(Source data):

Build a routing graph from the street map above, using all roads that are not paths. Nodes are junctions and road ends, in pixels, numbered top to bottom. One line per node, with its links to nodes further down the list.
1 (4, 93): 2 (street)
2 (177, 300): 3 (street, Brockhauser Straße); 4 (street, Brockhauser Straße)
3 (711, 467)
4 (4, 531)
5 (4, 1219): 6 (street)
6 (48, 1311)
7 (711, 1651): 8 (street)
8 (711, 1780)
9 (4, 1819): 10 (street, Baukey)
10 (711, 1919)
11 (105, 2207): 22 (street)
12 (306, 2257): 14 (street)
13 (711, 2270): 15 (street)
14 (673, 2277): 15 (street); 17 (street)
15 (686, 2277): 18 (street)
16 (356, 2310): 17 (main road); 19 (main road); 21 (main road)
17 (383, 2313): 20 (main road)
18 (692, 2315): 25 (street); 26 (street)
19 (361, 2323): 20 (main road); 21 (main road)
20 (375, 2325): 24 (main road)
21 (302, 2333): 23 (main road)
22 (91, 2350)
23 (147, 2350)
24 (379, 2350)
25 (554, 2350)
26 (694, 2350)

(Try it): Retype every line of the data above exactly.

(Expected answer):
Build a routing graph from the street map above, using all roads that are not paths. Nodes are junctions and road ends, in pixels, numbered top to bottom. One line per node, with its links to nodes further down the list.
1 (4, 93): 2 (street)
2 (177, 300): 3 (street, Brockhauser Straße); 4 (street, Brockhauser Straße)
3 (711, 467)
4 (4, 531)
5 (4, 1219): 6 (street)
6 (48, 1311)
7 (711, 1651): 8 (street)
8 (711, 1780)
9 (4, 1819): 10 (street, Baukey)
10 (711, 1919)
11 (105, 2207): 22 (street)
12 (306, 2257): 14 (street)
13 (711, 2270): 15 (street)
14 (673, 2277): 15 (street); 17 (street)
15 (686, 2277): 18 (street)
16 (356, 2310): 17 (main road); 19 (main road); 21 (main road)
17 (383, 2313): 20 (main road)
18 (692, 2315): 25 (street); 26 (street)
19 (361, 2323): 20 (main road); 21 (main road)
20 (375, 2325): 24 (main road)
21 (302, 2333): 23 (main road)
22 (91, 2350)
23 (147, 2350)
24 (379, 2350)
25 (554, 2350)
26 (694, 2350)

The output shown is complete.